Proposed role of Cx43 pathway and ATP in inflammatory activation of microglia in epilepsy. Under physiological conditions, Cx43 is phosphorylated and the channel is closed. Cx43 is dephosphorylated by a variety of protein kinases or protein phosphorylases in epilepsy. The change in Cx43 conformation leads to abnormal opening of the channels. The release of the intracellular ATP mediates the activation and differentiation of microglia into proinflammatory phenotypes, and mediates the process of neuroinflammatory response in epilepsy. Cx43, connexin 43; TNF, tumor necrosis factor; IL, interleukin; ATP, adenosine triphosphate.

Regulation of astrocyte glial junction in epilepsy

Cx43 is a major component of astroglial hemichannels and gap junctions (56). Gap junctions play an important role in neuroinflammatory reactions (52). However, the impact of astrocyte Cx43, its hemichannel, and gap junctions on regulating the neuroinflammatory response in epilepsy is still unclear.

Astrocytes are the largest glial cell population in the central nervous system. Cx43 is a gap junction protein that is mainly expressed in astrocytes and mediates over 95% of the gap junction communication in the brain (57). Under physiological conditions, gap junctions allow the exchange of small molecules (<1.5 kDa) between cells.
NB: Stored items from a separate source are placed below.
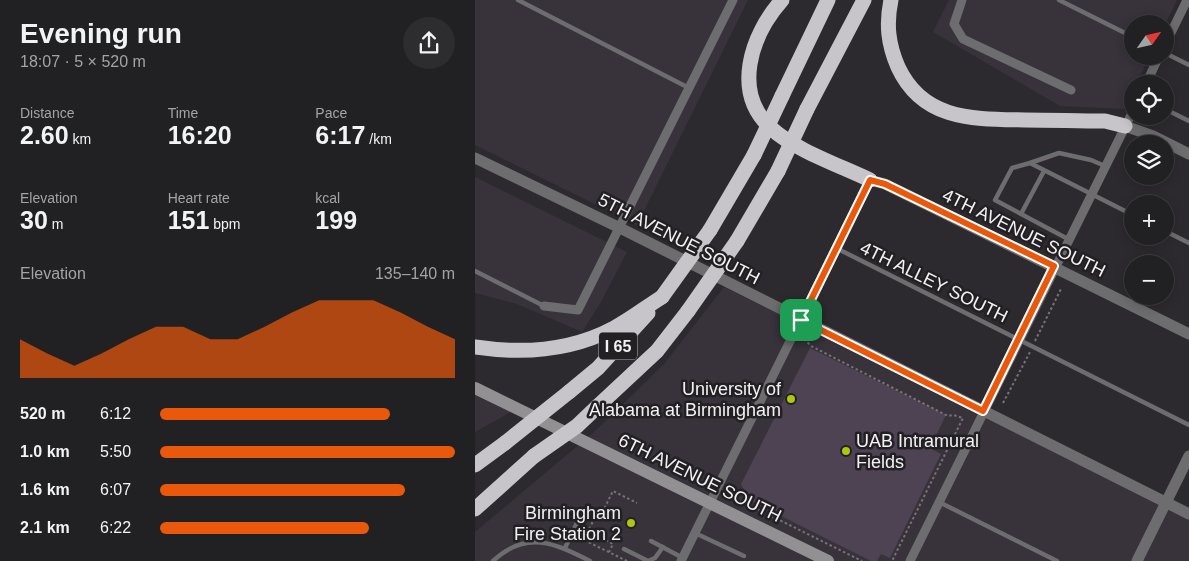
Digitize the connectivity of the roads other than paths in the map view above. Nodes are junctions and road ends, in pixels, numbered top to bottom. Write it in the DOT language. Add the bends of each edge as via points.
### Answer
graph roads {
  1 [pos="518,0"];
  2 [pos="733,0"];
  3 [pos="782,0"];
  4 [pos="827,0"];
  5 [pos="864,0"];
  6 [pos="891,0"];
  7 [pos="962,0"];
  8 [pos="1059,0"];
  9 [pos="1187,0"];
  10 [pos="1174,27"];
  11 [pos="1124,32"];
  12 [pos="1174,58"];
  13 [pos="1189,65"];
  14 [pos="689,88"];
  15 [pos="1071,90"];
  16 [pos="1174,114"];
  17 [pos="1189,121"];
  18 [pos="1125,126"];
  19 [pos="1189,154"];
  20 [pos="475,158"];
  21 [pos="1030,163"];
  22 [pos="1105,166"];
  23 [pos="1044,171"];
  24 [pos="870,180"];
  25 [pos="1091,194"];
  26 [pos="1124,210"];
  27 [pos="1021,214"];
  28 [pos="620,228"];
  29 [pos="1174,236"];
  30 [pos="1068,239"];
  31 [pos="1189,243"];
  32 [pos="836,248"];
  33 [pos="1054,266"];
  34 [pos="475,271"];
  35 [pos="662,297"];
  36 [pos="544,306"];
  37 [pos="801,320"];
  38 [pos="1189,334"];
  39 [pos="1019,339"];
  40 [pos="475,347"];
  41 [pos="475,388"];
  42 [pos="983,411"];
  43 [pos="1189,424"];
  44 [pos="534,456"];
  45 [pos="1189,456"];
  46 [pos="475,464"];
  47 [pos="475,496"];
  48 [pos="710,502"];
  49 [pos="939,502"];
  50 [pos="1166,503"];
  51 [pos="475,509"];
  52 [pos="583,510"];
  53 [pos="1189,514"];
  54 [pos="693,533"];
  55 [pos="651,541"];
  56 [pos="565,548"];
  57 [pos="663,548"];
  58 [pos="625,549"];
  59 [pos="744,556"];
  60 [pos="682,559"];
  61 [pos="493,561"];
  62 [pos="590,561"];
  63 [pos="828,561"];
  64 [pos="910,561"];
  65 [pos="1057,561"];
  66 [pos="1137,561"];
  1 -- 14 [label="lane"];
  2 -- 14 [label="street"];
  3 -- 24 [label="highway" via="760,31 750,56 749,82 755,105 768,126 784,138"];
  4 -- 35 [label="highway, I 65, bridge" via="754,155 710,230"];
  5 -- 44 [label="highway, I 65, bridge" via="778,171 737,241 688,311 657,351 577,426"];
  6 -- 18 [label="highway" via="887,24 894,58 916,94 937,109 967,118 1105,121"];
  7 -- 15 [label="street" via="954,24 963,39"];
  8 -- 11 [label="lane"];
  9 -- 10 [label="street"];
  12 -- 13 [label="lane"];
  14 -- 28 [label="street"];
  16 -- 17 [label="lane"];
  18 -- 19 [label="street"];
  18 -- 22 [label="street"];
  20 -- 28 [label="street, 5TH AVENUE SOUTH"];
  21 -- 22 [label="lane" via="1059,153"];
  21 -- 23 [label="lane"];
  21 -- 27 [label="lane" via="1012,168 995,200"];
  22 -- 25 [label="street"];
  23 -- 25 [label="lane"];
  23 -- 27 [label="lane"];
  24 -- 32 [label="street"];
  24 -- 33 [label="street, 4TH AVENUE SOUTH" via="885,184"];
  25 -- 26 [label="lane"];
  25 -- 30 [label="street"];
  27 -- 30 [label="lane"];
  28 -- 36 [label="street" via="579,310"];
  28 -- 37 [label="street, 5TH AVENUE SOUTH"];
  29 -- 31 [label="lane"];
  30 -- 33 [label="street"];
  32 -- 37 [label="street"];
  32 -- 39 [label="lane, 4TH ALLEY SOUTH"];
  33 -- 38 [label="street, 4TH AVENUE SOUTH"];
  33 -- 39 [label="street"];
  34 -- 36 [label="lane"];
  35 -- 40 [label="highway" via="614,328 583,341 550,349"];
  35 -- 46 [label="highway, I 65, bridge" via="598,368"];
  37 -- 42 [label="street, 5TH AVENUE SOUTH"];
  37 -- 48 [label="street"];
  39 -- 42 [label="street"];
  39 -- 43 [label="lane, 4TH ALLEY SOUTH"];
  41 -- 48 [label="main road, 6TH AVENUE SOUTH"];
  42 -- 49 [label="street"];
  42 -- 50 [label="street, 5TH AVENUE SOUTH"];
  44 -- 47 [label="highway, I 65"];
  44 -- 51 [label="highway"];
  45 -- 50 [label="street"];
  48 -- 54 [label="street"];
  48 -- 63 [label="main road, 6TH AVENUE SOUTH"];
  49 -- 64 [label="street"];
  49 -- 65 [label="lane"];
  50 -- 53 [label="street, 5TH AVENUE SOUTH"];
  50 -- 66 [label="street"];
  52 -- 56 [label="lane"];
  54 -- 59 [label="lane"];
  54 -- 60 [label="street"];
  55 -- 57 [label="lane"];
  56 -- 61 [label="lane" via="531,541 504,551"];
  56 -- 62 [label="lane"];
  57 -- 58 [label="lane" via="655,558 648,560"];
  57 -- 60 [label="lane"];
}
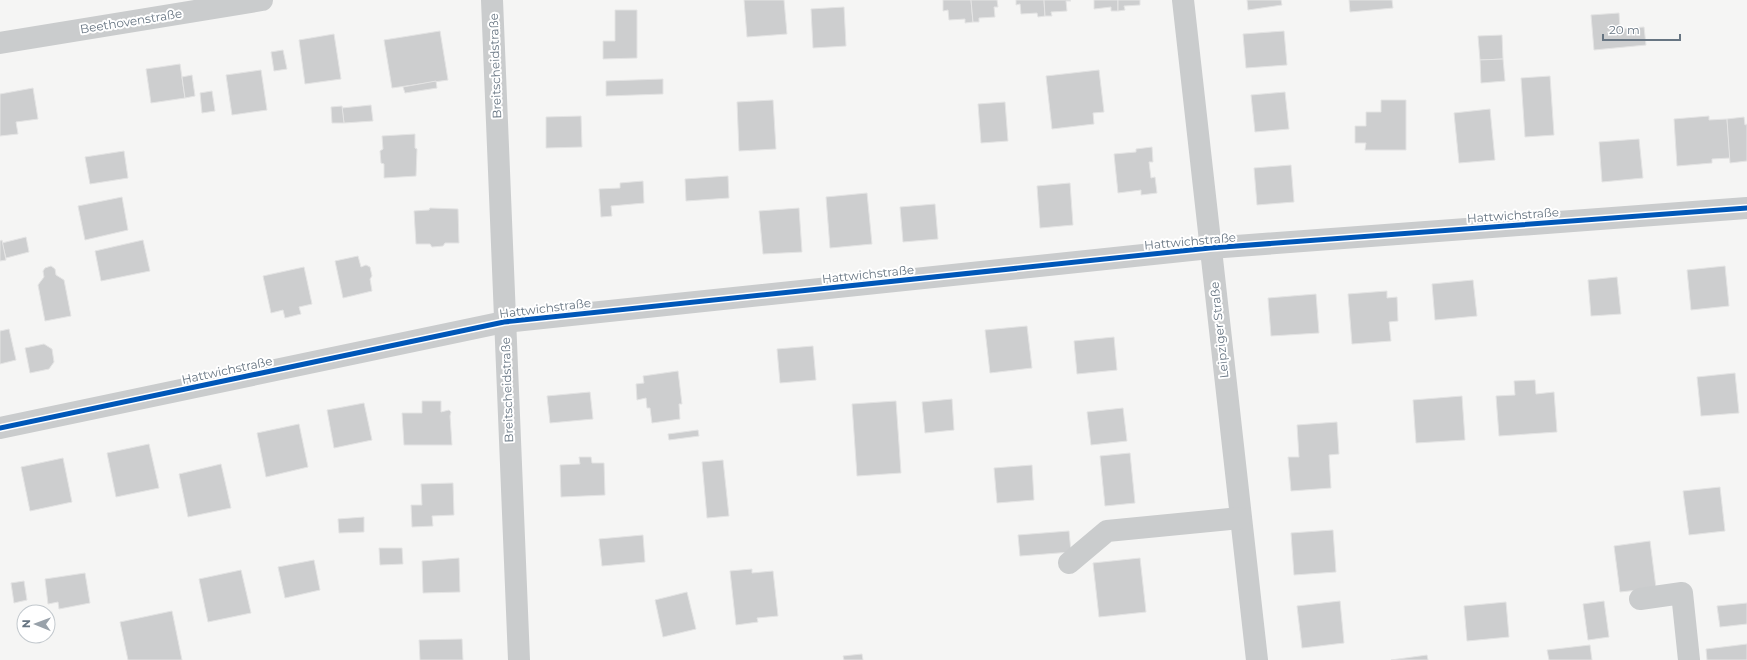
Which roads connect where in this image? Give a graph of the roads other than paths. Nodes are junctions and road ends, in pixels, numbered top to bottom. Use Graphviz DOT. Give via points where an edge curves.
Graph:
graph roads {
  1 [pos="262,0"];
  2 [pos="492,0"];
  3 [pos="1183,0"];
  4 [pos="0,42"];
  5 [pos="1747,208"];
  6 [pos="1210,248"];
  7 [pos="504,322"];
  8 [pos="0,428"];
  9 [pos="1240,518"];
  10 [pos="1069,563"];
  11 [pos="1640,599"];
  12 [pos="519,660"];
  13 [pos="1257,660"];
  14 [pos="1689,660"];
  1 -- 4 [label="street, Beethovenstraße"];
  2 -- 7 [label="street, Breitscheidstraße"];
  3 -- 6 [label="street, Leipziger Straße"];
  5 -- 6 [label="street, Hattwichstraße"];
  6 -- 7 [label="street, Hattwichstraße"];
  6 -- 9 [label="street, Leipziger Straße"];
  7 -- 8 [label="street, Hattwichstraße"];
  7 -- 12 [label="street, Breitscheidstraße"];
  9 -- 10 [label="street" via="1107,531"];
  9 -- 13 [label="street, Leipziger Straße"];
  11 -- 14 [label="street" via="1690,592"];
}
ATP mediates the migration of activated microglia to the injured area, especially in the initial phase of inflammation (41). Further, extracellular ATP induces the release of endogenous ATP from microglia and attracts distant microglia to the injury site, which leads to the promotion of the inflammatory cascade. ATP released by astrocyte hemichannels establishes an ATP gradient in the extracellular environment that can trigger microglial activation (58,59). Increased extracellular ATP concentration in the injury site mediates the activation of microglia around the lesion (60). Of note, the local injection of ATP mimicked the traumatic brain injury-induced microglial activation and the administration of the gap junction channel blocker, carbenic acid, significantly inhibited the microglial activation (61,62). Following injury, extracellular ATP is released from the open hemichannels and mediates a rapid reaction to microglial damage (63). Jesus et al (64) demonstrated that targeted knockout of astrocyte Cx43 expression decreased proinflammatory cytokine levels in the brain following lipopolysaccharide injection. In addition, hemichannel modulators like Cx43 mimetic peptide and Cx43 antisense oligonucleotides could inhibit the inflammatory response mediated by microglial activation following spinal cord injury (65). Taken together, it is plausible that astrocyte gap junction channel can act as a ‘switch’ in the inflammatory signaling cascade by promoting the release of ATP into the extracellular space. The inflammatory response can affect neuronal excitability, neuronal apoptosis and synaptic remodeling. These factors can lead to the development of abnormal neural excitability, which contributes to the pathogenesis of epilepsy. At the same time, pro-inflammatory cytokines can directly affect the expression of Cx43 protein in astrocytes (Fig. 1).

Conclusion

The occurrence, development and maintenance of epileptic seizures progress through a complicated process. The neuroinflammatory reaction can aggravate epilepsy and maintain recurrent episodes by increasing neuronal excitability, mediating neuronal apoptosis and remodeling the synapses. Therefore, controlling the neuroinflammatory reaction can mitigate the downstream cascade. The gap junction pathway mediated by astrocyte Cx43 can play a crucial role in controlling the epilepsy-induced neuroinflammatory cascade. Therefore, Cx43 can be a potential target for managing epileptic inflammatory reactions. Studies that examine the correlation between neuroinflammation and gap junctions will lead to a better understanding of epilepsy pathogenesis and can uncover new treatment targets.